O exame toxicológico da CNH tornou-se obrigatório para categorias A e B, mas os Detrans ainda não o exigem; entenda
Exame toxicológico da CNH: entenda o impasse que pode invalidar milhares de carteirasFoto: Imagem gerada por IA/ND Mais
Brasileiros que conquistaram a CNH (Carteira Nacional de Habilitação) após as novas regras promulgadas pelo governo federal em dezembro do ano passado, podem ter seus documentos questionados ou até invalidados juridicamente no futuro.
O motivo se baseia em uma contradição administrativa: embora a legislação determine como obrigatório o exame toxicológico para novos condutores das categorias A e B, os órgãos estaduais de trânsito não estão aplicando a regra.
O problema surgiu com a entrada em vigor da CNH Social, conjunto de alterações originado no PL 3.965/2021, de autoria do ministro de Relações Institucionais José Guimarães, quando ainda era deputado federal.
A norma, que passou a valer em 9 de dezembro de 2025, reduziu custos da primeira habilitação, mas instituiu, simultaneamente, a obrigatoriedade do teste de detecção de drogas para quem busca dirigir carros de passeio e motocicletas.
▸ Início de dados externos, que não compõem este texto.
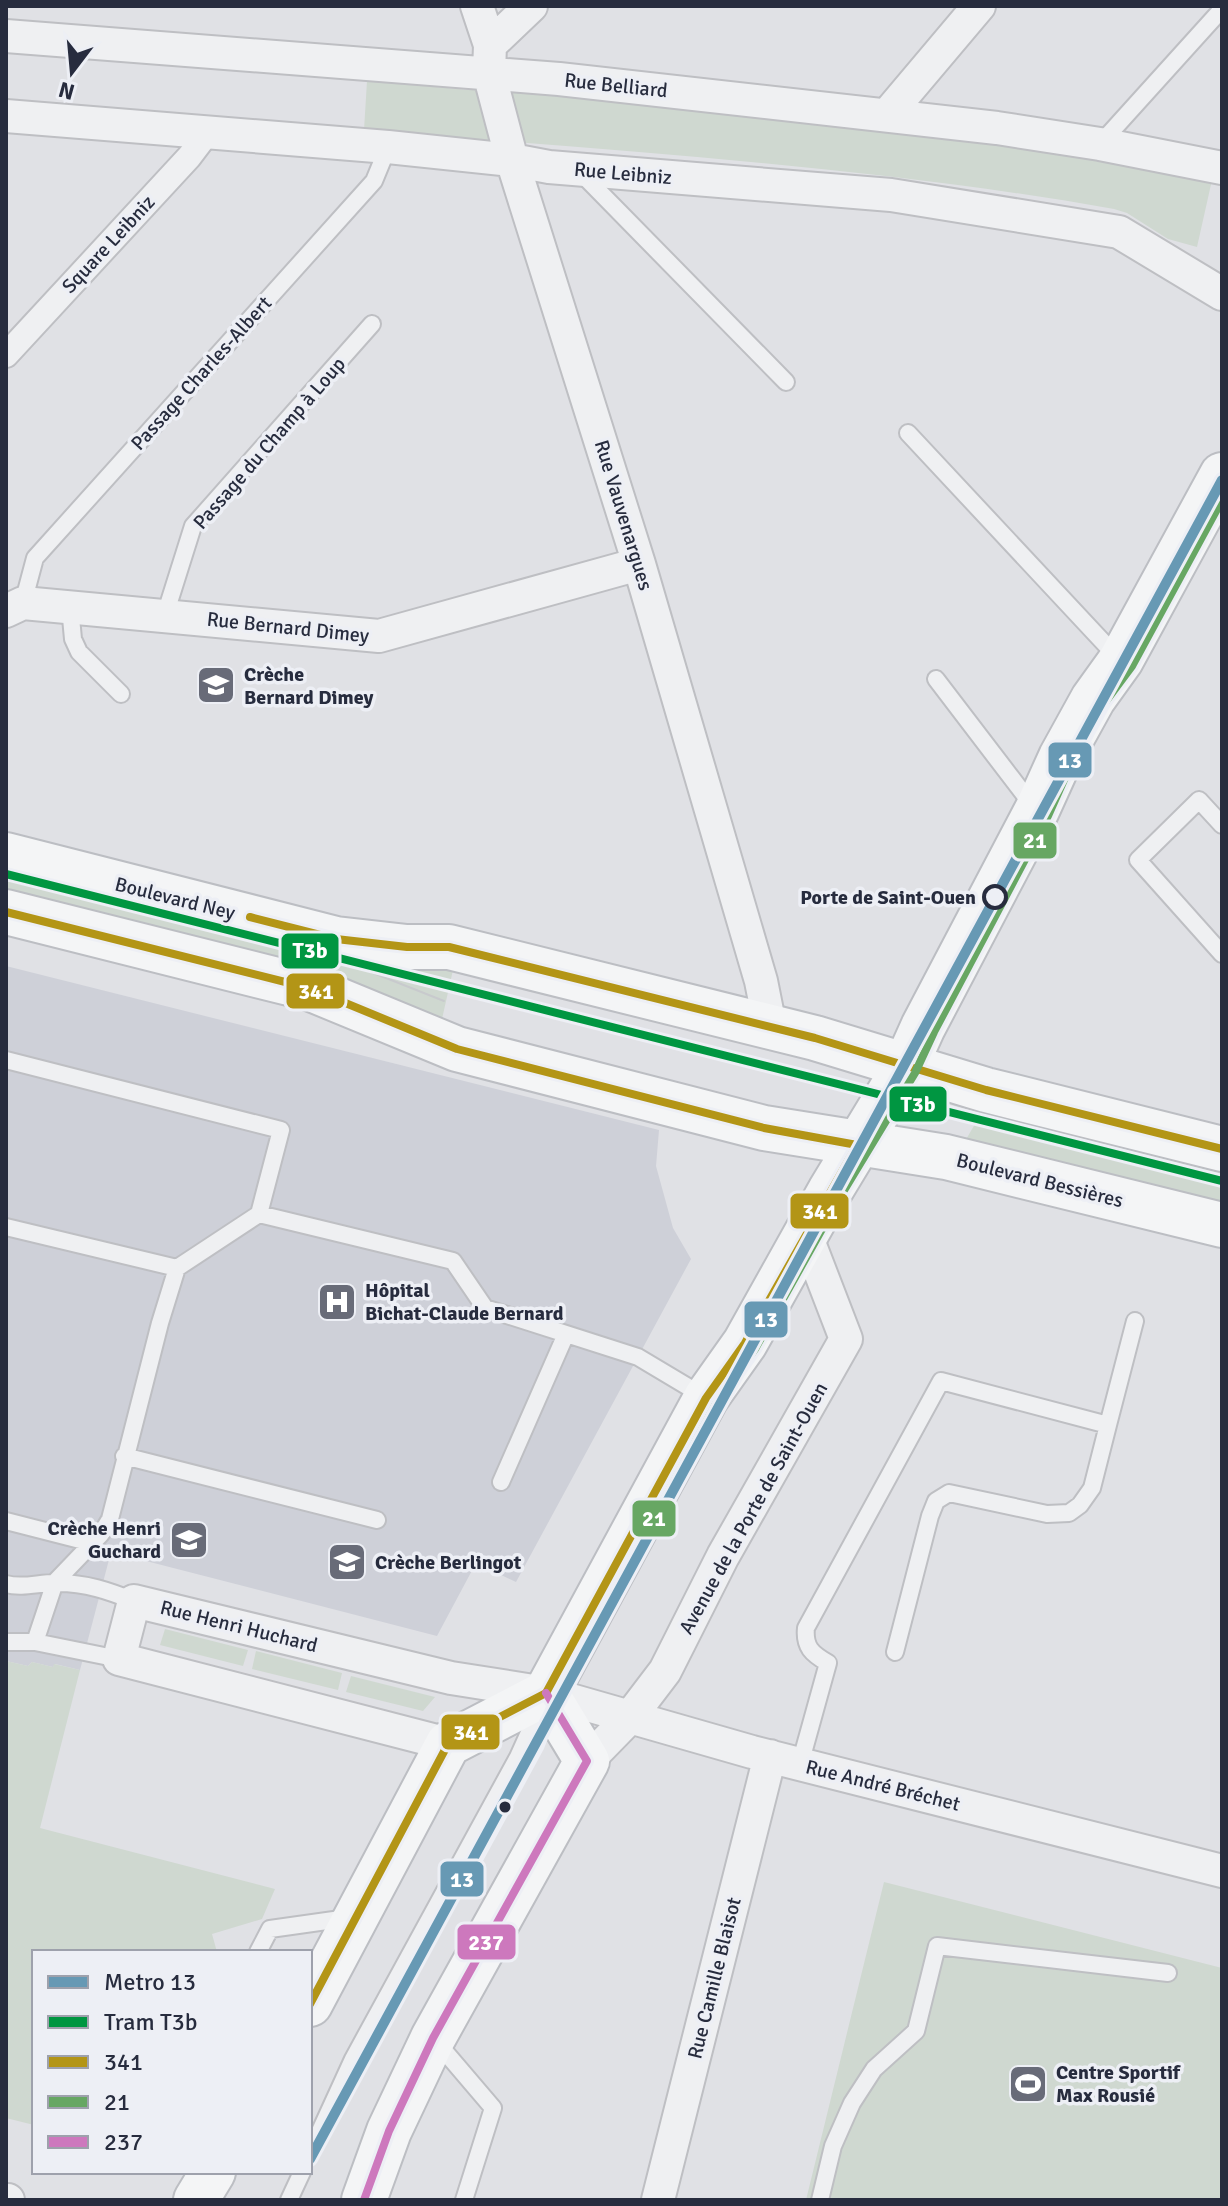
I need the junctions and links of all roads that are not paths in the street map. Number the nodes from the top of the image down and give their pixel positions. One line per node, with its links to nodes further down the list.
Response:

Na prática, porém, a Senatran (Secretaria Nacional de Trânsito) orienta os Detrans (Departamentos de Trânsito estaduais) a não cobrarem o procedimento, alegando ausência de regulamentação complementar.
O teste já é aplicado desde março de 2016 para motoristas profissionais das categorias C, D e E, que conduzem caminhões, ônibus e veículos de carga pesada.
Saiba por que a ausência do exame toxicológico da CNH pode gerar problemas jurídicos futuros devido a um impasse entre a Senatran e os estadosFoto: Imagem ilustrativa gerada pela IA/ND Mais
Diferentemente dos tradicionais exames de sangue ou urina, o procedimento utiliza preferencialmente fios de cabelo, mas aceita também pelos corporais ou unhas. A técnica permite identificar consumo de drogas psicoativas em período de até 90 dias anteriores à coleta, janela temporal muito superior a outros métodos.
As substâncias rastreadas incluem anfetaminas (como ecstasy e metanfetamina), canabinoides, cocaína e opiáceos.
Além disso, o laboratório trabalha com níveis de corte que diferenciam uso esporádico de consumo habitual, aumentando a precisão diagnóstica.
O processo segue protocolo rigoroso de segurança e rastreabilidade, conforme informações das autoridades de trânsito.
Durante a coleta, são separadas duas amostras do material biológico, com identificação biométrica do candidato e registro documental completo. Uma amostra é analisada imediatamente, enquanto a segunda fica armazenada para eventual contraprova.
Caso o resultado seja positivo, o candidato pode ficar impedido de obter a habilitação por até 90 dias e tem direito de solicitar nova análise com base na segunda amostra preservada. O laboratório possui prazo de até 15 dias para emitir o laudo e registrar o resultado no sistema nacional de trânsito.
O exame é realizado exclusivamente por laboratórios privados credenciados junto aos órgãos competentes e não possui valor tabelado nacionalmente, com preços oscilando entre R$ 100 e R$ 160, dependendo da região e do estabelecimento escolhido.
Em pronunciamento à reportagem do ND Mais, a Senatran informou que a aplicação da regra aguarda conclusão de estudos técnicos na Câmara Temática de Saúde para o Trânsito.
“A implementação da medida está em fase de avaliação no âmbito da Câmara Temática de Saúde para o Trânsito (CTST).
Por se tratar de norma que amplia a exigência do exame toxicológico para candidatos à primeira habilitação nas categorias A e B, a Secretaria Nacional de Trânsito (Senatran) conduz análise dos impactos regulatórios e das adequações necessárias à implementação da medida. Entre os pontos avaliados estão o impacto ao cidadão, a capacidade da rede laboratorial para atendimento da demanda, os fluxos do processo de habilitação, possíveis reflexos na segurança viária e a integração aos sistemas existentes.
Na última reunião da CTST, realizada em 1º de abril de 2026, foram designados relatores de diferentes áreas de atuação, com prazo de até 90 dias para apresentação de subsídios técnicos que apoiarão a tomada de decisão.
Após a conclusão dessa etapa, a Senatran terá condições de avaliar o impacto regulatório e propor eventual regulamentação, em conformidade com a legislação vigente.
Até a finalização dos estudos e a publicação de norma complementar pelo Conselho Nacional de Trânsito (Contran), permanece a orientação aos Detrans para que não seja exigido o exame toxicológico na primeira habilitação das categorias A e B. A medida busca assegurar a padronização nacional dos procedimentos, a adequada preparação dos sistemas e a segurança jurídica na aplicação da norma.”, informou.